Search code examples
rchartserrorbar

Error bar chart base R


I'm new to R. For an assignment I have to create a grouped bar chart with error bars in base R (so no packages allowed), with lattice and with ggplot2. For the base R graph I made up some data and I tried to produce a simple bar chart like this:

San_Diego <- c(65,20,74)
Rosarito <- c(34,35,23)
La_Paz <- c(21,71,28)
Mating_strategy <- c("Ultradominant","Dominant","Sneaker")
col <- c("darkorange1","skyblue3","gold2")        

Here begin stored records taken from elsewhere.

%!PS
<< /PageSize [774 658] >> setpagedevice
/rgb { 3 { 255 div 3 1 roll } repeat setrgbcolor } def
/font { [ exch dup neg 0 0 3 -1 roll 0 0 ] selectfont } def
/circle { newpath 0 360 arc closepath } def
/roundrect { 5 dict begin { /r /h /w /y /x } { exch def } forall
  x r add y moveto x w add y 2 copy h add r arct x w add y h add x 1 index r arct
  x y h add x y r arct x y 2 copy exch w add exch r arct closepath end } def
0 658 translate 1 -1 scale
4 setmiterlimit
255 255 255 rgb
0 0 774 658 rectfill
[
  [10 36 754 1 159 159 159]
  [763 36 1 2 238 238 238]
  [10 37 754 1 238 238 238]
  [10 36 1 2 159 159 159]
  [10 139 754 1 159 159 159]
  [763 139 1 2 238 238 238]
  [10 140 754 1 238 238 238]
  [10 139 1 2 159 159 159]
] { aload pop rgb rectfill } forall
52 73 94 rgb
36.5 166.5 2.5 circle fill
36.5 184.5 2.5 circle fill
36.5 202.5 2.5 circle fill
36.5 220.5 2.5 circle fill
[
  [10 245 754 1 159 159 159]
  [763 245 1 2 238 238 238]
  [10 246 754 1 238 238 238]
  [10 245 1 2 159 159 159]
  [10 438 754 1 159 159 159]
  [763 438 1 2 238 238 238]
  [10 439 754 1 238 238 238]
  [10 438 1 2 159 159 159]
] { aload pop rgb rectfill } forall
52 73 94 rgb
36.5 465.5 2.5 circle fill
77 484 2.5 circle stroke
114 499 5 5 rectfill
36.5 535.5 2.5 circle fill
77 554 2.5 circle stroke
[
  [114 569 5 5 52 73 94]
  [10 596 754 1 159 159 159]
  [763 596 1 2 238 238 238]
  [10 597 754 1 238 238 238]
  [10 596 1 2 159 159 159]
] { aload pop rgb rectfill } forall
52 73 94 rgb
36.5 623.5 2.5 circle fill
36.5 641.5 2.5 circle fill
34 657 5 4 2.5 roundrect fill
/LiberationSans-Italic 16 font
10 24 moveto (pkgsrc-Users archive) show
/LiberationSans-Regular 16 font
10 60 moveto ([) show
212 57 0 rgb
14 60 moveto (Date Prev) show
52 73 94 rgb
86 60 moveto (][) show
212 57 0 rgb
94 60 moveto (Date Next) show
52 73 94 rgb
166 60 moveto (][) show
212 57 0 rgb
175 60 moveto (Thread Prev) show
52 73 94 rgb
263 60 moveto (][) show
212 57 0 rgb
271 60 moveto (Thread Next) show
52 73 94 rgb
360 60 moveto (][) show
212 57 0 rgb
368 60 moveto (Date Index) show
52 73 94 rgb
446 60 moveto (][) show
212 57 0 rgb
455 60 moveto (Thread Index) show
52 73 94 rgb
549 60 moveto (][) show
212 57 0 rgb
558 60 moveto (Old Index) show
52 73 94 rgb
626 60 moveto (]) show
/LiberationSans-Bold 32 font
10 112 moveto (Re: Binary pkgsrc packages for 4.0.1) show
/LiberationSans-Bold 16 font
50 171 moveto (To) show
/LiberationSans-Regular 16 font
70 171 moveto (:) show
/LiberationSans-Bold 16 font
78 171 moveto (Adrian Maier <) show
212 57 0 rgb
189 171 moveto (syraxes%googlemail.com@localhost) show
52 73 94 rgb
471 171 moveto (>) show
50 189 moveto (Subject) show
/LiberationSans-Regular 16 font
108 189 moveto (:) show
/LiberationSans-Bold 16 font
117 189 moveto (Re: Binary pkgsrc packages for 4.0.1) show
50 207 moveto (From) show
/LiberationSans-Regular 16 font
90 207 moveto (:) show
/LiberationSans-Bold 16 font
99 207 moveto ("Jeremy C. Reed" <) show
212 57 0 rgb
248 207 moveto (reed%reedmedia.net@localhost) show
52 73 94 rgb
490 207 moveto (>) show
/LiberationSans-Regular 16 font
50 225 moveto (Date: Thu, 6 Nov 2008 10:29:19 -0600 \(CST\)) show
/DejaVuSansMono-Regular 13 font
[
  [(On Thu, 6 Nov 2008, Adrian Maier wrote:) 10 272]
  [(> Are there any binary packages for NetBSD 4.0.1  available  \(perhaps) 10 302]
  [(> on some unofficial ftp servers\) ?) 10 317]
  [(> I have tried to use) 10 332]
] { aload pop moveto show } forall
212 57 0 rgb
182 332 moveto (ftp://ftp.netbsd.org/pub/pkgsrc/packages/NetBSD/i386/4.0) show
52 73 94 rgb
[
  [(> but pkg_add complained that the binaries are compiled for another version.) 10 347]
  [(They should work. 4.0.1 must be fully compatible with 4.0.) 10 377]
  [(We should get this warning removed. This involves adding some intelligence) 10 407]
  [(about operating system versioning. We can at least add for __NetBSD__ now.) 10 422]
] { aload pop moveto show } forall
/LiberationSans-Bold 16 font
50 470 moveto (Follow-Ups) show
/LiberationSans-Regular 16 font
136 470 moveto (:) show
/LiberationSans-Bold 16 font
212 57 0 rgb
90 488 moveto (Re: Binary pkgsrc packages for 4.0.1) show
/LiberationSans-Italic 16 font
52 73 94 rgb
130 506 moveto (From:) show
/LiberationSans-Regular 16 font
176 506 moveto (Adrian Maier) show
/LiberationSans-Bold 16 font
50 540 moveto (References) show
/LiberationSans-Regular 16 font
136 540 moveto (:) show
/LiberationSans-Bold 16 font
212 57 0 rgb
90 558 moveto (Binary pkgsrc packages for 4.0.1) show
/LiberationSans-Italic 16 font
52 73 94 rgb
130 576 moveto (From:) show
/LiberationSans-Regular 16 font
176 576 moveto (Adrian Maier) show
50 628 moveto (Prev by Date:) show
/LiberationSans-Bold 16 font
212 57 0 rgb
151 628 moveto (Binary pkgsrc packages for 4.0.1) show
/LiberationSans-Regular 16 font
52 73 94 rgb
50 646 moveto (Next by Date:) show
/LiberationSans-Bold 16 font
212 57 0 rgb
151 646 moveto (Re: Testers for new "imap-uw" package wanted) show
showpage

lizards <- data.frame(row.names=Mating_strategy, San_Diego, 
                  Rosarito, La_Paz)
lizards.matrix <- as.matrix(lizards)

barplot(lizards.matrix,
        beside=T,
        col=col,
        ylim=c(0,80),
        xlab="Site",ylab="Frequency",
        legend.text=row.names(lizards.matrix),
        args.legend=list(x="top",bty="n"),
        las=1,
        cex.axis=1.2)

But now I'm stuck trying to add error bars to my chart. I tried to do it as described here (http://sickel.net/blogg/?p=1284) but I don't really understand what they are doing and when I tried it, it produced an entirely different, unusable graph. I also found this solution (http://imgur.com/126hJSI) online but I don't understand where I'm supposed to get those ucl and lcl values for my data, so that didn't work out so well either.

I'm afraid I have a LOT to learn but I hope someone here can help me out a bit.

Thanks in advance,

Marlies


Solution

  • Following http://sickel.net/blogg/?p=1284, I added error bars to your bar plot as follows.

    First, I run the code that defines the sample data (i. e. everything until the line that defines lizard.matrix. After that, the plot can be created by the following code:

    # create bar plot
    bp <- barplot(lizards.matrix,
                  beside=T,
                  col=col,
                  ylim=c(0,100),
                  xlab="Site",ylab="Frequency",
                  legend.text=row.names(lizards.matrix),
                  args.legend=list(x="top",bty="n"),
                  las=1,
                  cex.axis=1.2)
    
    # create matrix of errors
    lizards.error = matrix(c(10, 5, 12, 10, 8, 6, 12, 28, 3), ncol = 3)
    
    # add vertical part of error bars
    segments(bp, lizards.matrix - lizards.error, bp, lizards.matrix + lizards.error)
    
    # horizontal parts of error bars
    ew <- (bp[2,1]-bp[1,1])/4
    segments(bp - ew, lizards.matrix - lizards.error, bp + ew, lizards.matrix - lizards.error)
    segments(bp - ew, lizards.matrix + lizards.error, bp + ew, lizards.matrix + lizards.error)
    

    enter image description here

    The code works as follows:

    • I take advantage of the fact, that barplot() returns a matrix containing the horizontal coordinates of the bars. Therefore, I store the output of barplot() in the variable bp for later use. Note also, that I changed the range for ylim() to make sure that there is enough room in the plot for the error bars.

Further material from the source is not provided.